Giz AU editor's note: This is a US-centric speculative piece. It's unclear what it could mean for Australian users — if anything at all — but feel free to read and make up your own mind.

Maybe it's just one of those things. Or maybe it's a sign that something major is in the works. Let's embark on some wild conjecture, shall we?

The Big Three

Two days ago, word came out that Hulu Plus had crash-landed on Apple TV units in the US. It's hard to overstate what a big deal this is; the assumption had long been that Apple didn't want Hulu on its streaming box because it directly competes with Apple's own highly profitable iTunes offerings. Who's going to buy a $US30 season pass to Modern Family when it's rolled into your $US8/month Hulu Plus subscription?

That's not just idle speculation either. Hulu Plus had reportedly been ready to go — and running on Apple TVs in Cupertino — for nearly a year already. The reason for the delay, according to 9to5Mac, were concerns that Hulu Plus would eat into iTunes sales. For some reason, as of this week, those concerns were cast aside.

And then yesterday Amazon Instant Video debuted on American iPads. Amazon Prime members have wanted this for a long time, but it was an even bigger weed in Apple's walled garden than Hulu Plus. Not only does Amazon have a selection of for-purchase digital movies and TV shows that rivals Apple's catalogue, its prices are always competitive with iTunes (and often cheaper). It currently makes zero sense for Apple to allow Instant Video on the iPad, and it's not like Cupertino had to open that door for any reason. Apple can — and does — reject any app it deems too similar to iTunes.

But Amazon Instant Video slipped through, albeit with some notable restrictions. You can't purchase content through the app, for one. That's unsurprising since Apple takes a juicy 30 per cent bite out of every in-app sale, and Amazon's warehouse-model margins are thin enough already without conceding that cash. And, for now, the app doesn't support video AirPlay streaming, which Amazon appears to have opted out of.

In fact, Amazon's approach to Instant Video on the iPad seems remarkably similar to the one it took for Kindle: point people in the right direction and they'll make plenty of purchases in a browser that they can access later from the app.

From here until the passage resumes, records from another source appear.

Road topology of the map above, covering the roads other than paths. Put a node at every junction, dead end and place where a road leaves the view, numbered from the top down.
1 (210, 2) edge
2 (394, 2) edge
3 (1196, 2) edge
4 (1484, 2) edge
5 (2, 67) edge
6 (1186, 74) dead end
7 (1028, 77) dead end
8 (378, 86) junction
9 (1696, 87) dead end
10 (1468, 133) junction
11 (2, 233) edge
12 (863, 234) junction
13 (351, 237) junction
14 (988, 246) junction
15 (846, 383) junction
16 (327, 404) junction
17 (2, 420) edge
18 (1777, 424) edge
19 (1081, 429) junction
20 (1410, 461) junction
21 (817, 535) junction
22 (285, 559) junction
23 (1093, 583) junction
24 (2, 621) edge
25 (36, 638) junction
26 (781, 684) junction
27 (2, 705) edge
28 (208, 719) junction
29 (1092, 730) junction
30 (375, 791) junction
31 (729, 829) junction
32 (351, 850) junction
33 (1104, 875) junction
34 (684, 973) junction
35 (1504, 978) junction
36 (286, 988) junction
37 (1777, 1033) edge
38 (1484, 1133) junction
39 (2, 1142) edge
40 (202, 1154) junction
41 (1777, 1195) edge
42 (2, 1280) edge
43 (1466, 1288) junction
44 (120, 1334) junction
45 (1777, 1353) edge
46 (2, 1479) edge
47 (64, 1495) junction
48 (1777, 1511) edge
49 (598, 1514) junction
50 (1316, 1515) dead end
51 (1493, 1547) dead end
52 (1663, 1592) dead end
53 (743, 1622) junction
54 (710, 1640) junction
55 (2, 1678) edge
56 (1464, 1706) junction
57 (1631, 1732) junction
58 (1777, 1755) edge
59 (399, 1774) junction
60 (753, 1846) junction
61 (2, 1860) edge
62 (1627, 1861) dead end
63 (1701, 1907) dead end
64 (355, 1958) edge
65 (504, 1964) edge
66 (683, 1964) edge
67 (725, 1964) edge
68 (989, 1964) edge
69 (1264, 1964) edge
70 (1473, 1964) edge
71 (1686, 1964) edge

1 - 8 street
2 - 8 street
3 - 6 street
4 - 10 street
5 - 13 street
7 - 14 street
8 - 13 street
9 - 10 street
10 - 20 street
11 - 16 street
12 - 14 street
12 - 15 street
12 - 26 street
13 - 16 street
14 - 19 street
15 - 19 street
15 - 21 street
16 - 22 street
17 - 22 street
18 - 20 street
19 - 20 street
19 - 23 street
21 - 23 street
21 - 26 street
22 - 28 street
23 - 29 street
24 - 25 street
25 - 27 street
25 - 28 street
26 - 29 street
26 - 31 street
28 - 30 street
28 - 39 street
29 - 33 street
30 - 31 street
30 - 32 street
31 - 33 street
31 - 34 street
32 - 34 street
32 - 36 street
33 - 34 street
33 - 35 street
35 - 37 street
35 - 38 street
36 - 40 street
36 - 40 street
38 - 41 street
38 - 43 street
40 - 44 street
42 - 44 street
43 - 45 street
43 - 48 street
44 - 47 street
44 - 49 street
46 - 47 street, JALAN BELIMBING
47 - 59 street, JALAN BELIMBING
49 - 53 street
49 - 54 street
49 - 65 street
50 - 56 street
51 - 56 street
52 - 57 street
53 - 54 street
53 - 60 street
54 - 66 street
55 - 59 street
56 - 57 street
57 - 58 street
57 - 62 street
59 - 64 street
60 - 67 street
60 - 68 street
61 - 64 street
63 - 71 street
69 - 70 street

Finally, Apple recently added Sky Now TV in the UK Apple TVs. That makes three major content providers (read: competitors) that Apple's embraced in two days.

So what gives?

A Turning Point

This is a major change in attitude for Apple, a company that's kept a dragon-filled moat around its content castle since the foundation stone was laid. This is all happening at once. We know — or at least firmly suspect — that Hulu Plus had been in the works for a year before Apple relented. Who's to say Instant Video hadn't been waiting for approval just as long? It's a marquee product that Amazon has been pushing for months and months. The economic model for it to work on the iPad was laid out by the Kindle app forever ago. Why the delay? An Amazon spokesperson declined to comment.

So we're left with two possibilities: either Amazon was just lazy, which doesn't sound very much like Amazon, or Apple finally conceded.

Here's where the speculation ramps up even more. Why would Apple suddenly agree to put Amazon Instant Video and Sky Now on the iPad, and Hulu Plus on Apple TV? Because Apple TV is getting serious, and Apple's laying the groundwork for it to finally have apps.

Pulling the String

Apple's ambitions for Apple TV have been muted at best, but there's no question the company sees a future for it. Despite repeatedly calling it a "hobby", CEO Tim Cook also had the following to say about Apple's wee streamer:

"There's a lot of people here that are believers in Apple TV and we continue to invest in it and see where it will take us… We [keep pulling the string] because we think it can lead us somewhere, so we'll see."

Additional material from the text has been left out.